Efficacy of Switching From Teriparatide to Bisphosphonate or Denosumab: A Prospective, Randomized, Open-Label Trial.

There is no consensus on an optimal treatment after daily teriparatide (TPTD). We performed a prospective, randomized, open-label, 12-month trial to investigate the efficacy of follow-up treatment after daily TPTD treatment for Japanese patients. Three-hundred patients were enrolled in this study. Patients received oral bisphosphonate (BP) including alendronate (ALN; 35 mg/week) and minodoronate (MINO; 50 mg/month), or subcutaneous denosumab (60 mg/6 month).

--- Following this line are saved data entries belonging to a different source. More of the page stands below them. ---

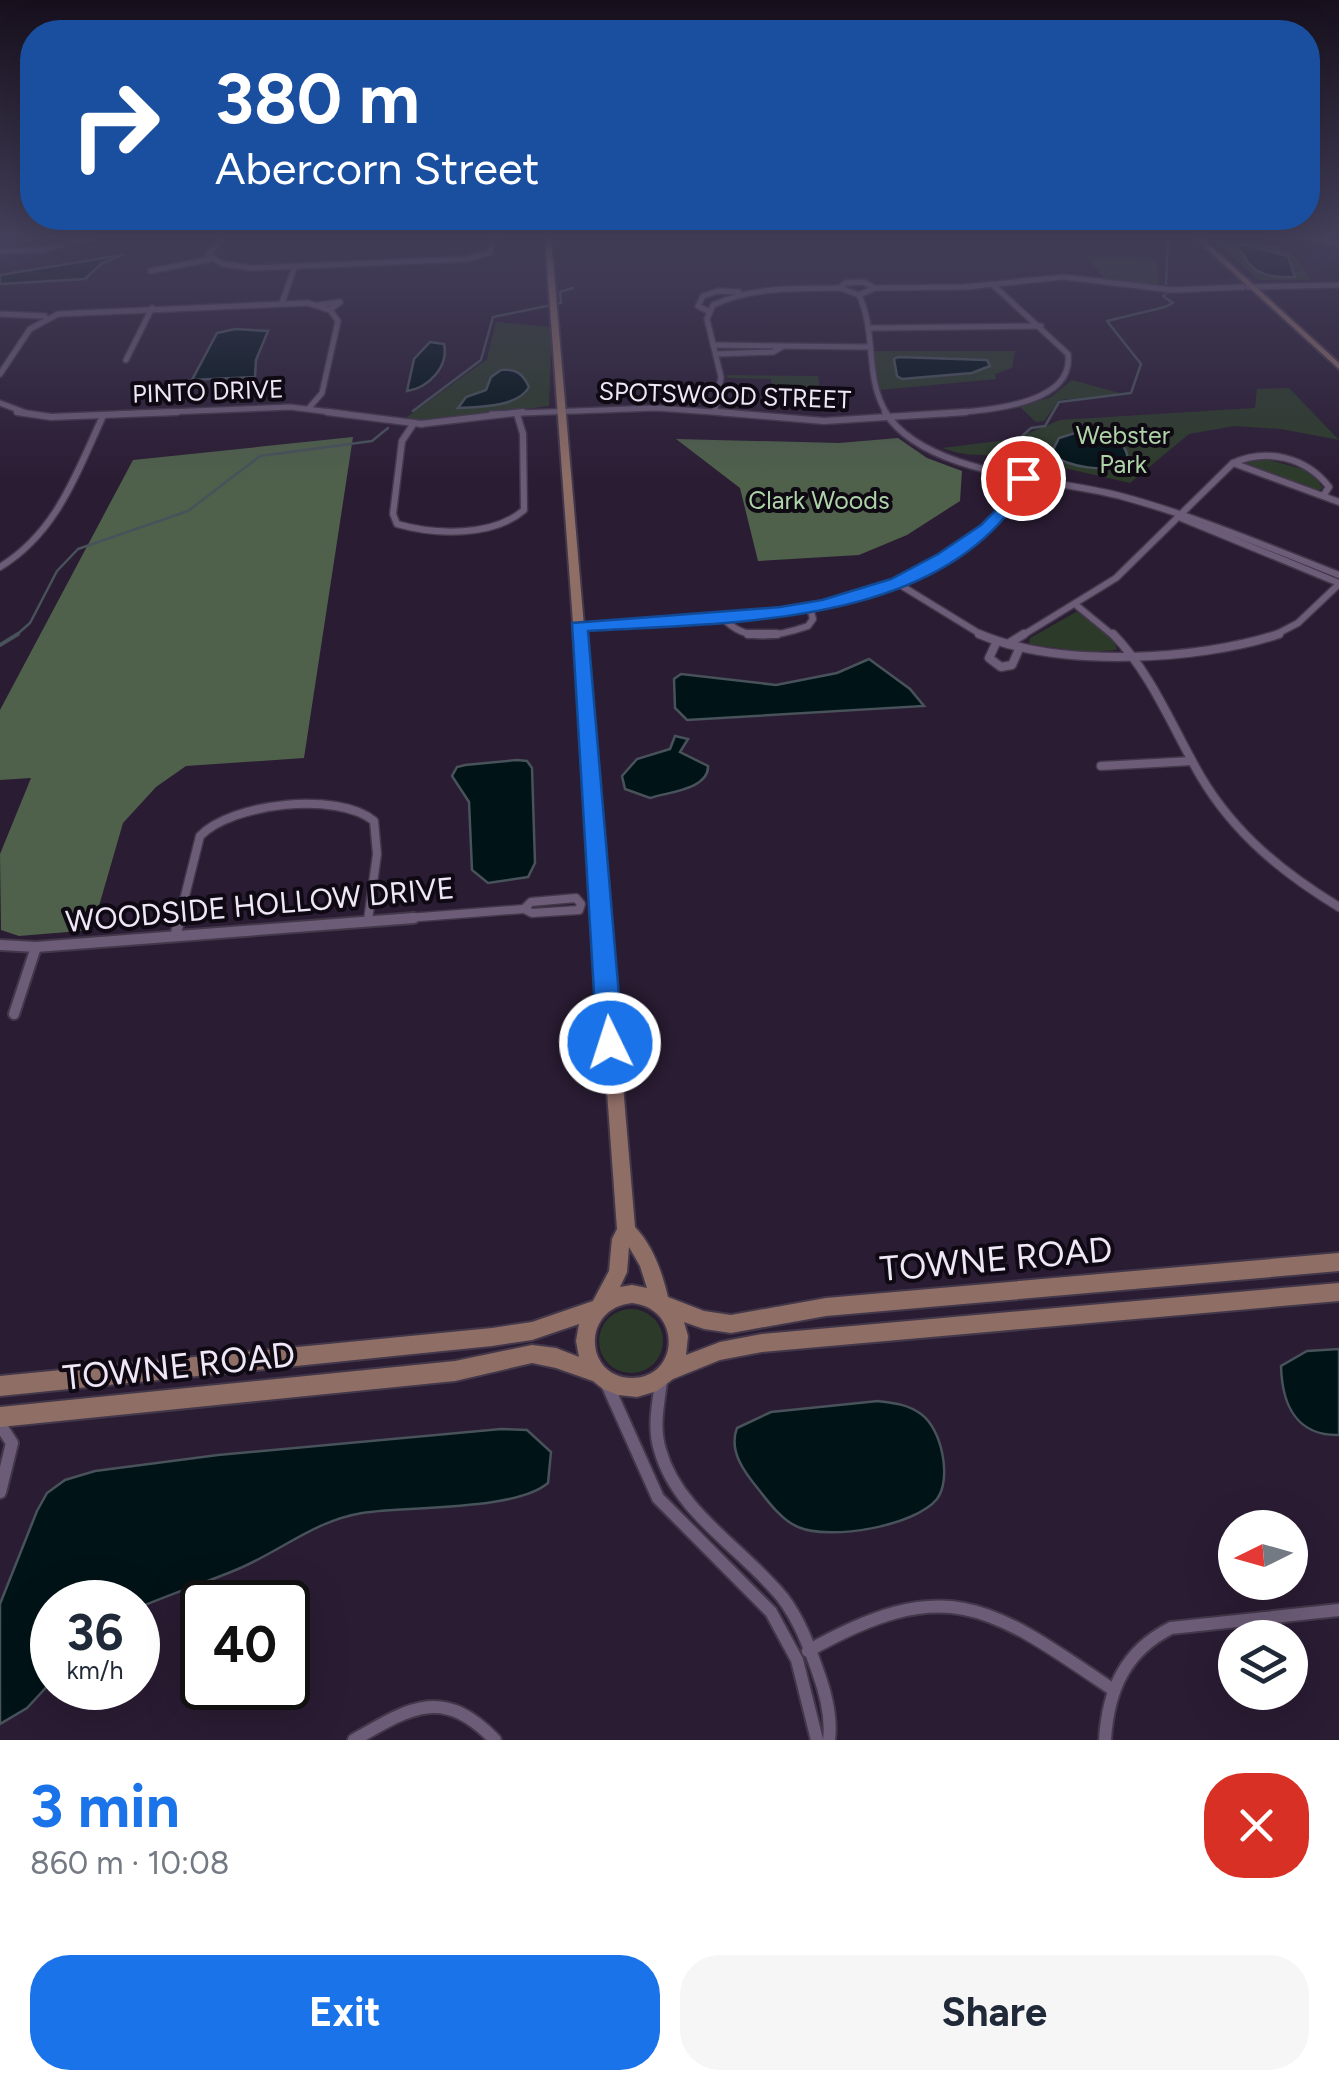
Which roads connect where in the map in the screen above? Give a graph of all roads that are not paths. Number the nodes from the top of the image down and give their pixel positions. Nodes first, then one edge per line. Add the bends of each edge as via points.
1 (44, 319) edge
2 (146, 319) edge
3 (337, 319) edge
4 (554, 319) edge
5 (707, 319) edge
6 (871, 319) edge
7 (1032, 319) edge
8 (1289, 319) edge
9 (1293, 319) edge
10 (1040, 326) junction
11 (872, 328) junction
12 (713, 346) junction
13 (869, 347) junction
14 (782, 348) junction
15 (716, 354) junction
16 (1339, 359) edge
17 (126, 360) dead end
18 (1339, 367) edge
19 (0, 374) edge
20 (0, 402) edge
21 (309, 408) junction
22 (715, 410) junction
23 (560, 412) junction
24 (512, 415) junction
25 (103, 416) junction
26 (888, 417) junction
27 (417, 424) junction
28 (1233, 463) junction
29 (1025, 474) junction
30 (1323, 496) junction
31 (1339, 502) edge
32 (1179, 516) junction
33 (0, 567) edge
34 (1339, 575) edge
35 (897, 582) junction
36 (1339, 584) edge
37 (1076, 605) junction
38 (810, 608) junction
39 (723, 618) junction
40 (578, 626) junction
41 (997, 641) junction
42 (1008, 644) junction
43 (1020, 647) junction
44 (1130, 653) junction
45 (1192, 760) junction
46 (1101, 766) dead end
47 (599, 903) junction
48 (1339, 906) edge
49 (368, 921) junction
50 (175, 936) junction
51 (0, 945) edge
52 (36, 948) junction
53 (14, 1014) dead end
54 (626, 1231) junction
55 (1339, 1262) edge
56 (1339, 1292) edge
57 (661, 1303) junction
58 (601, 1306) junction
59 (664, 1374) junction
60 (601, 1376) junction
61 (6, 1385) edge
62 (1, 1422) edge
63 (0, 1492) edge
64 (737, 1550) junction
65 (726, 1566) junction
66 (1339, 1610) edge
67 (810, 1649) junction
68 (797, 1660) junction
69 (1112, 1689) junction
70 (354, 1740) edge
71 (495, 1740) edge
72 (817, 1740) edge
73 (828, 1740) edge
74 (1105, 1740) edge

1 - 19 street via 30,328
2 - 17 street
3 - 21 street via 322,393
4 - 23 street
5 - 12 street
6 - 11 street
7 - 10 street
8 - 18 street
9 - 16 street
10 - 11 street
10 - 26 street, SPOTSWOOD STREET via 1070,360 1068,374 1050,391 1008,405
11 - 13 street
12 - 14 street
12 - 15 street
13 - 14 street
13 - 26 street via 871,375
14 - 15 street
15 - 22 street via 721,383
20 - 25 street, PINTO DRIVE via 38,417
21 - 25 street, PINTO DRIVE
21 - 27 street, PINTO DRIVE
22 - 23 street, SPOTSWOOD STREET
22 - 26 street, SPOTSWOOD STREET via 824,421
23 - 24 street, PINTO DRIVE
23 - 40 street
24 - 27 street, PINTO DRIVE
24 - 27 street via 523,434 522,514 498,526 412,530 394,520 402,441
25 - 33 street via 44,534
26 - 29 street via 935,450
28 - 30 street
28 - 30 street via 1258,456 1295,461 1323,478 1329,487
28 - 32 street
29 - 32 street
29 - 35 street via 1009,506 987,529
30 - 31 street
32 - 34 street
32 - 36 street
32 - 37 street via 1116,578
35 - 38 street
35 - 41 street via 948,619
36 - 44 street via 1309,616 1273,637 1226,648
37 - 42 street
37 - 44 street
38 - 39 street
38 - 39 street via 812,623 790,631 744,634
39 - 40 street
40 - 47 street
41 - 42 street
41 - 43 street via 990,658 1000,666 1015,662
42 - 43 street
43 - 44 street via 1065,655
44 - 45 street
45 - 46 street
45 - 48 street via 1245,836
47 - 49 street, WOODSIDE HOLLOW DRIVE via 576,898 531,902 524,909
47 - 54 street
49 - 50 street, WOODSIDE HOLLOW DRIVE
49 - 50 street via 378,831 372,817 336,805 236,812 212,824 196,843
50 - 52 street, WOODSIDE HOLLOW DRIVE
51 - 52 street, WOODSIDE HOLLOW DRIVE
52 - 53 street
54 - 57 street via 634,1236
54 - 58 street via 622,1260
55 - 57 street, TOWNE ROAD via 843,1305 731,1324
56 - 59 street, TOWNE ROAD via 762,1343 720,1351
57 - 58 street via 631,1293
57 - 59 street via 675,1322 678,1344
58 - 60 street via 586,1341
58 - 61 street, TOWNE ROAD via 492,1336
59 - 60 street via 637,1388
59 - 64 street via 652,1420 660,1459 674,1484
60 - 62 street, TOWNE ROAD via 532,1354 455,1371
60 - 65 street via 622,1411 648,1483
61 - 62 street
62 - 63 street via 12,1442
64 - 65 street
64 - 67 street via 781,1596
65 - 68 street via 771,1612
66 - 69 street via 1170,1628 1134,1652
67 - 68 street
67 - 69 street via 870,1617 904,1608 966,1608 1026,1629
67 - 73 street via 826,1700
68 - 72 street
69 - 74 street
70 - 71 street via 408,1710 448,1705 474,1716

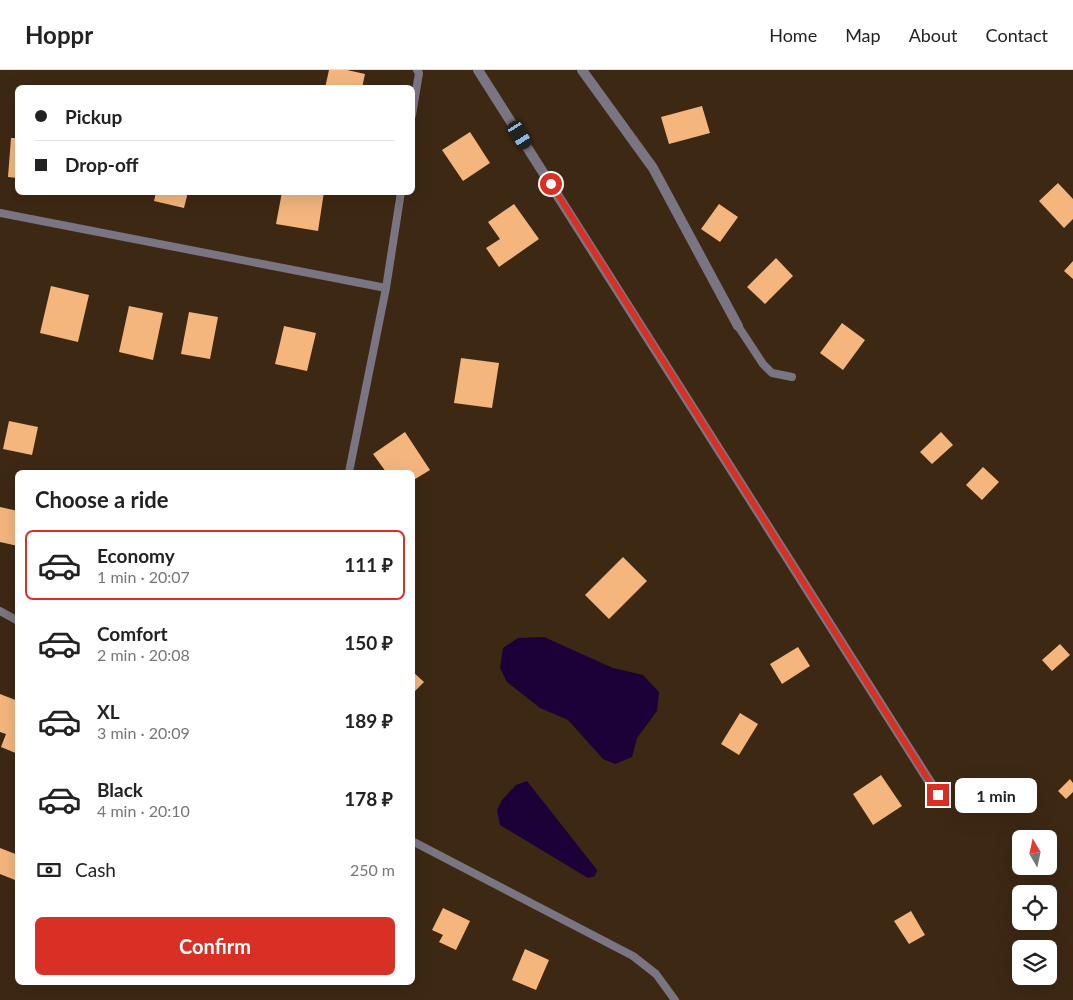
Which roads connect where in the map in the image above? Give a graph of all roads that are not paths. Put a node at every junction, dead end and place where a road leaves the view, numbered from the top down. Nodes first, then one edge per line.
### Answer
1 (417, 70) edge
2 (478, 70) edge
3 (582, 70) edge
4 (415, 97) edge
5 (401, 195) edge
6 (0, 213) edge
7 (386, 288) junction
8 (738, 326) joint
9 (792, 377) dead end
10 (349, 470) edge
11 (0, 611) edge
12 (15, 619) edge
13 (938, 795) dead end
14 (415, 843) edge
15 (675, 1000) edge

1 - 4 lane
2 - 13 street
3 - 8 street
5 - 7 lane
6 - 7 lane
7 - 10 lane
8 - 9 lane
11 - 12 lane
14 - 15 lane

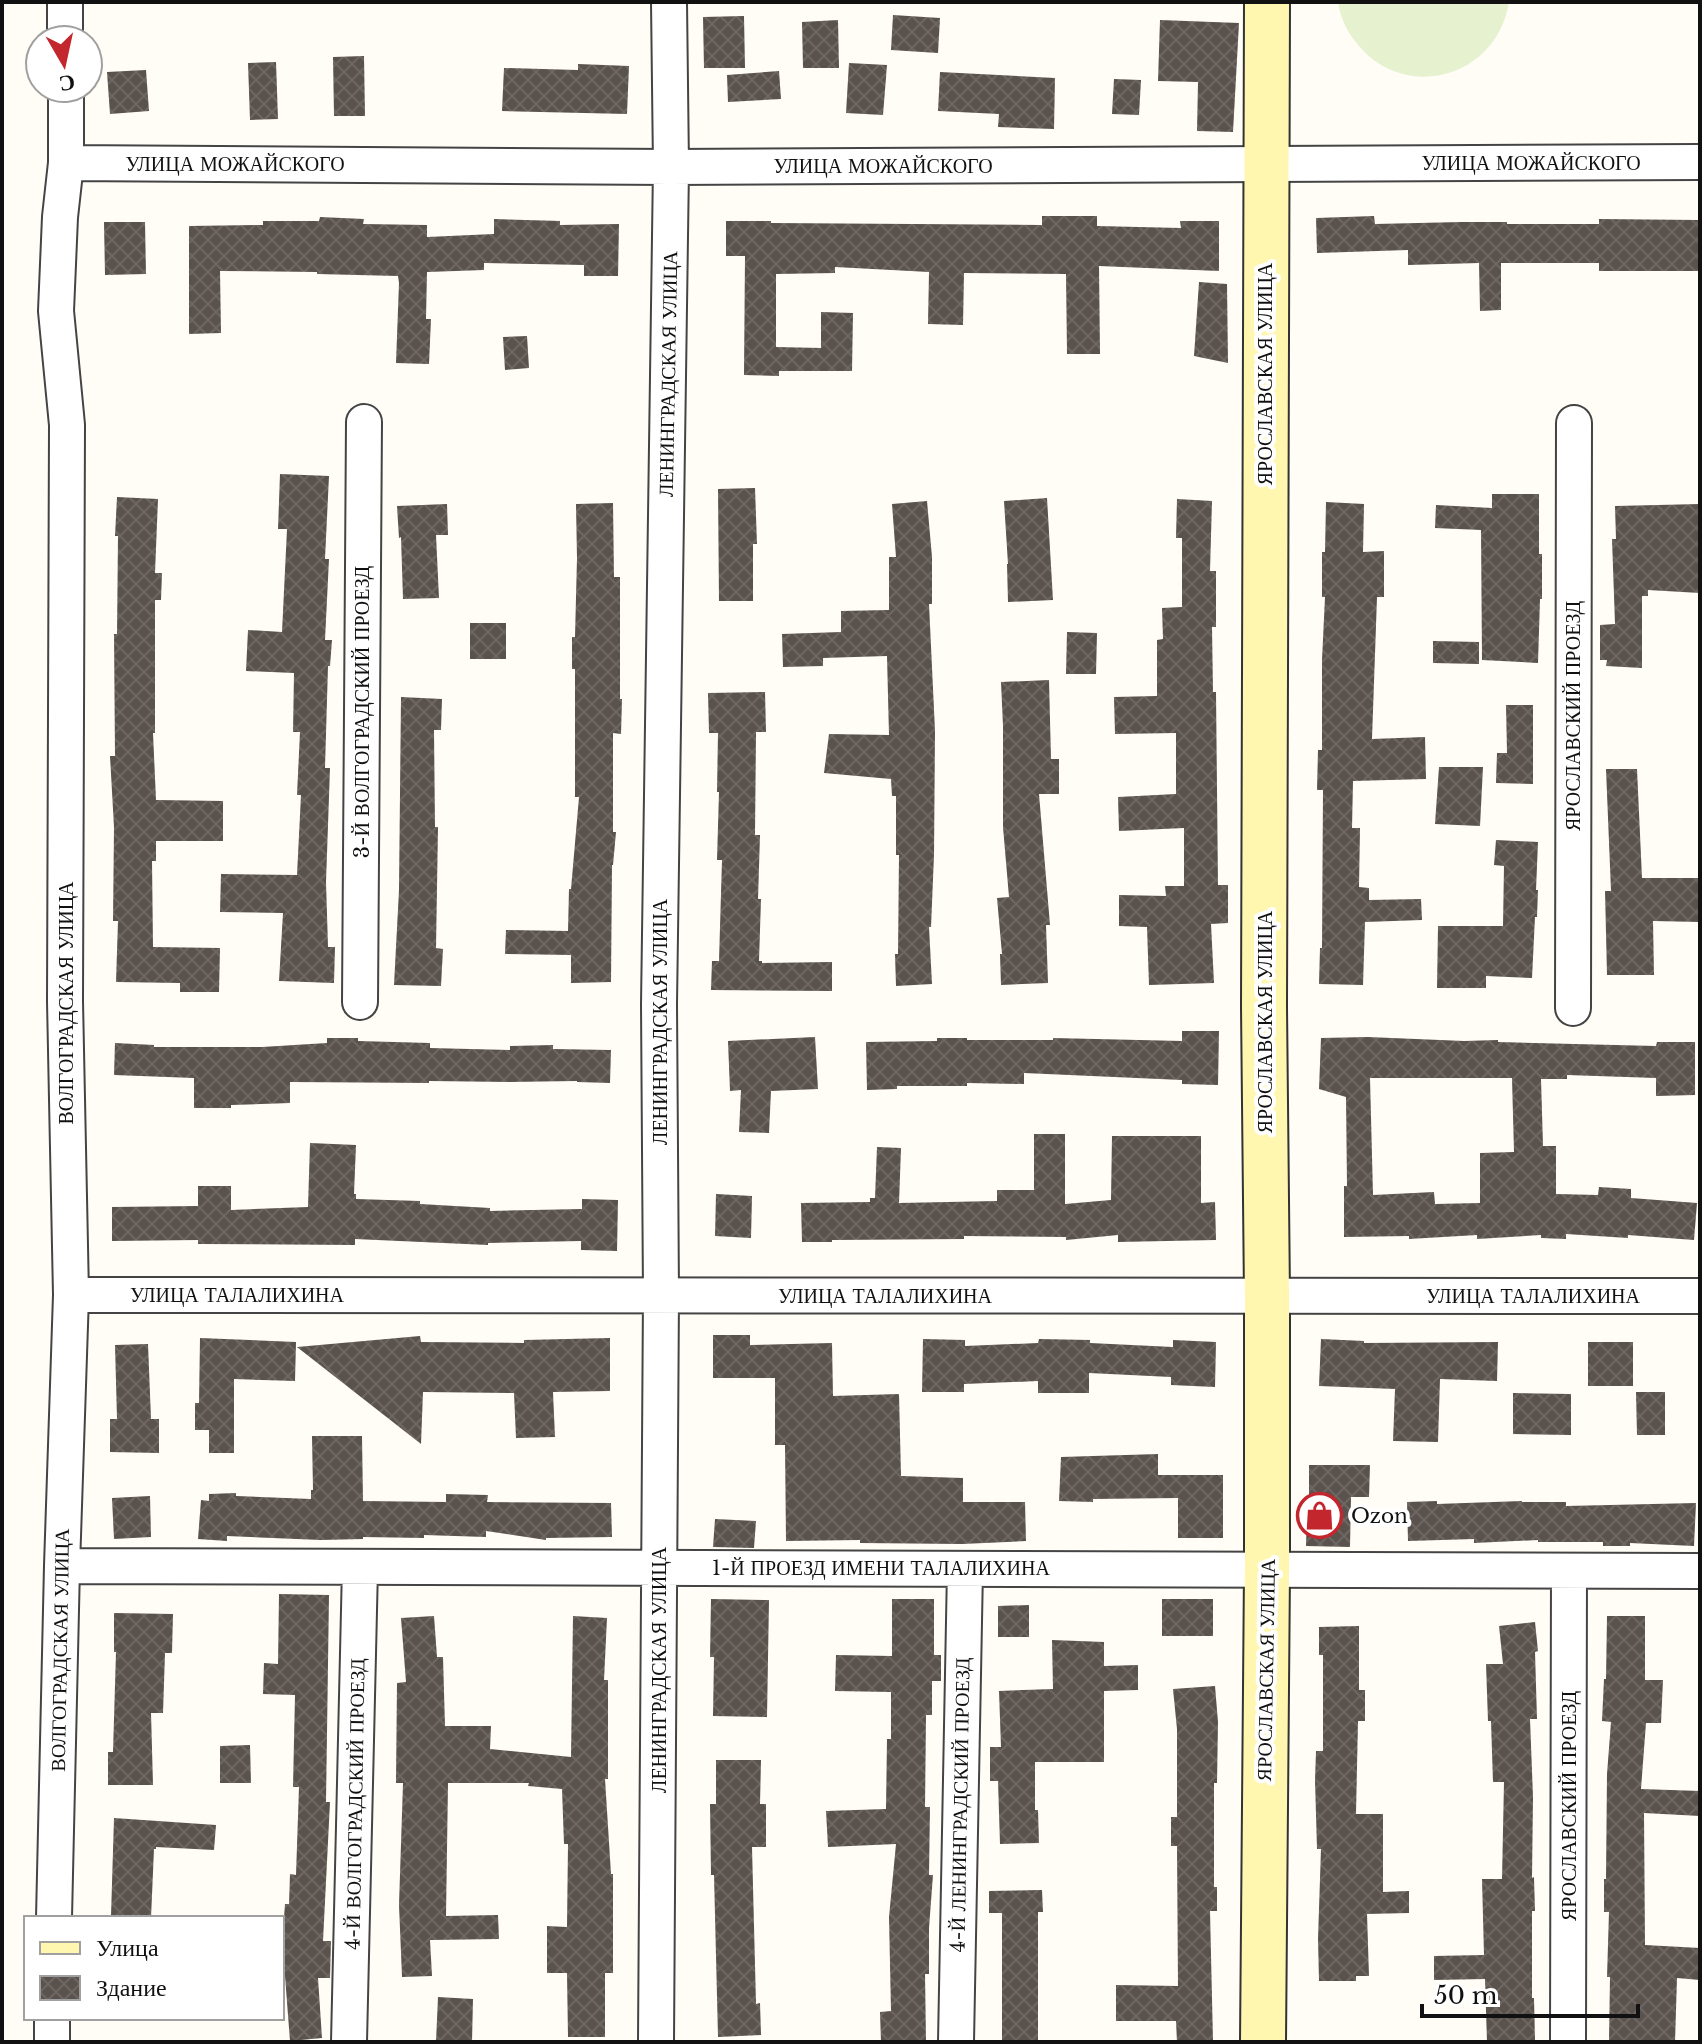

The primary efficacy measure was bone mineral density (BMD) responses in the lumbar spine (LS) and femoral neck (FN). Lumbar spine BMD increased by 1.3 ± 5.1% in the ALN subgroups, 0.5 ± 4.6% in the MINO subgroups, and 4.3 ± 3.5% in the denosumab subgroups. Femoral neck BMD increased by 0.7 ± 4.6% in the ALN subgroups, 0.2 ± 4.6% in the MINO subgroups, and 1.4 ± 3.4% in the denosumab subgroups. Lumbar spine BMD increases were significantly greater in the denosumab subgroup than the BP subgroups. There were no significant differences in FN BMD increases among the three subgroups. Lumbar spine BMD increases were significantly greater in the denosumab subgroup than the BP subgroups, whereas FN BMD increases were not significant. Denosumab treatment was more effective in increasing BMD and therefore has the potential benefit of fracture prevention. Further research is warranted to determine the optimal treatment after daily TPTD. © 2018 The Authors. published by Wiley Periodicals, Inc. on behalf of American Society for Bone and Mineral Research.